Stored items

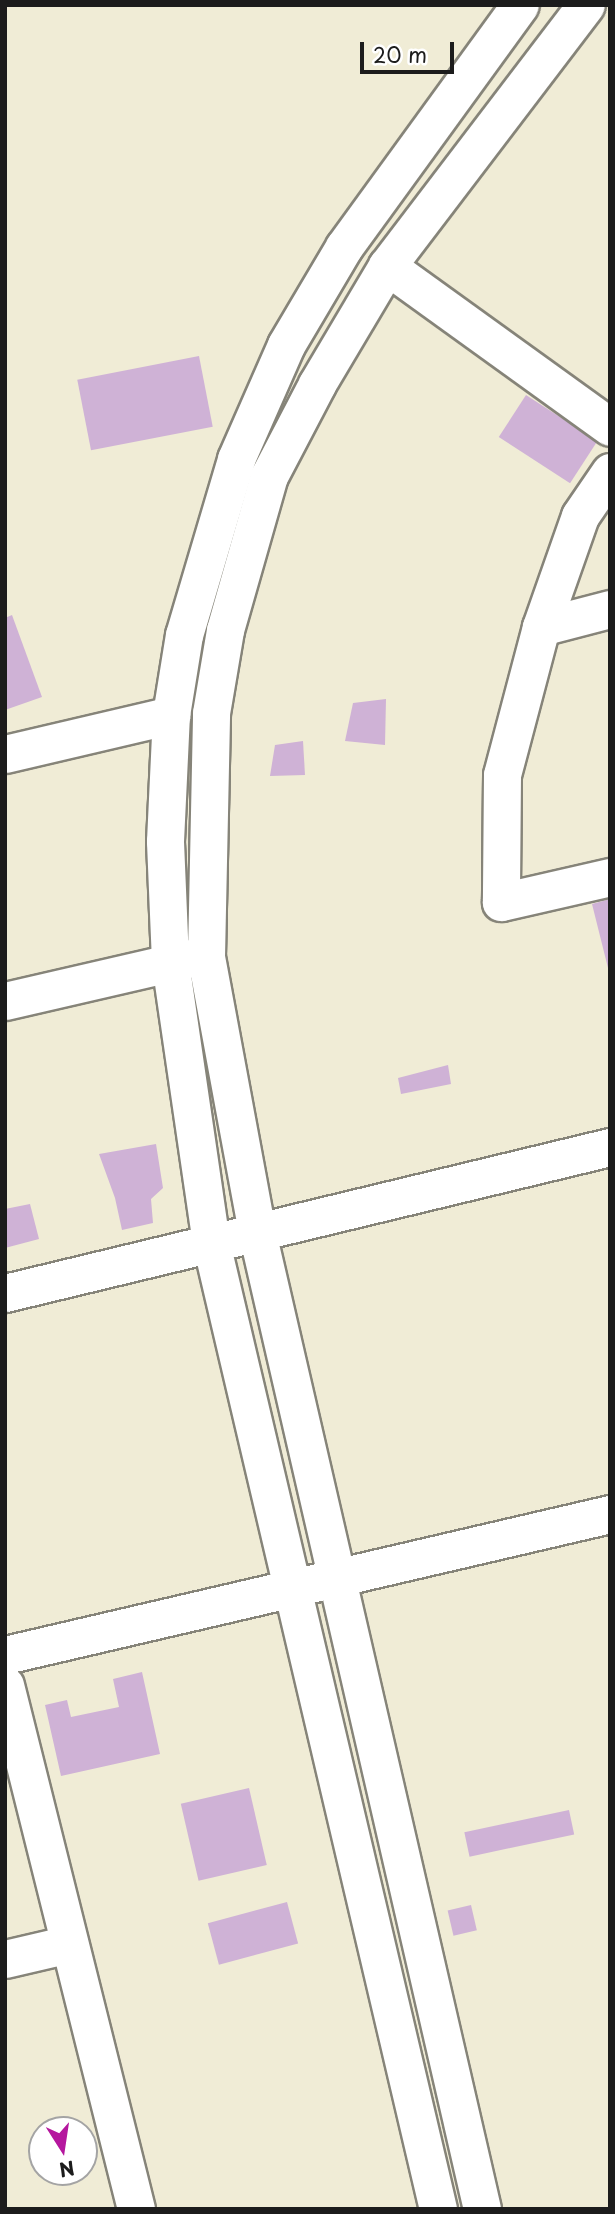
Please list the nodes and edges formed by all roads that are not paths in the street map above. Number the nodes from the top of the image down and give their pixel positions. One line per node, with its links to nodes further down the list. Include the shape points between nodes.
1 (520, 5): 8 (street, via 344,247 286,345 236,459 184,635)
2 (586, 5): 3 (street)
3 (387, 266): 4 (street); 11 (street, via 269,476 225,629 211,713)
4 (610, 428)
5 (610, 472): 7 (street, via 580,516)
6 (610, 609): 7 (street)
7 (541, 627): 10 (street, via 502,775 501,902)
8 (171, 715): 9 (street); 12 (street, via 165,841)
9 (5, 754)
10 (610, 877)
11 (206, 956): 12 (street); 15 (street)
12 (170, 961): 13 (street); 16 (street)
13 (5, 1001)
14 (610, 1147): 15 (street)
15 (257, 1232): 16 (street); 19 (street)
16 (211, 1243): 17 (street); 20 (street)
17 (5, 1293)
18 (610, 1514): 19 (street)
19 (337, 1578): 20 (street); 27 (street)
20 (292, 1588): 21 (street); 26 (street)
21 (5, 1655)
22 (5, 1685): 23 (street)
23 (69, 1944): 24 (street); 25 (street)
24 (5, 1959)
25 (136, 2209)
26 (438, 2209)
27 (482, 2209)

▶ REQUIRED ACTION:
Please reproduce every record exactly, leaving the pictures out.

▶ RESULT BELOW:
Please list the nodes and edges formed by all roads that are not paths in the street map above. Number the nodes from the top of the image down and give their pixel positions. One line per node, with its links to nodes further down the list. Include the shape points between nodes.
1 (520, 5): 8 (street, via 344,247 286,345 236,459 184,635)
2 (586, 5): 3 (street)
3 (387, 266): 4 (street); 11 (street, via 269,476 225,629 211,713)
4 (610, 428)
5 (610, 472): 7 (street, via 580,516)
6 (610, 609): 7 (street)
7 (541, 627): 10 (street, via 502,775 501,902)
8 (171, 715): 9 (street); 12 (street, via 165,841)
9 (5, 754)
10 (610, 877)
11 (206, 956): 12 (street); 15 (street)
12 (170, 961): 13 (street); 16 (street)
13 (5, 1001)
14 (610, 1147): 15 (street)
15 (257, 1232): 16 (street); 19 (street)
16 (211, 1243): 17 (street); 20 (street)
17 (5, 1293)
18 (610, 1514): 19 (street)
19 (337, 1578): 20 (street); 27 (street)
20 (292, 1588): 21 (street); 26 (street)
21 (5, 1655)
22 (5, 1685): 23 (street)
23 (69, 1944): 24 (street); 25 (street)
24 (5, 1959)
25 (136, 2209)
26 (438, 2209)
27 (482, 2209)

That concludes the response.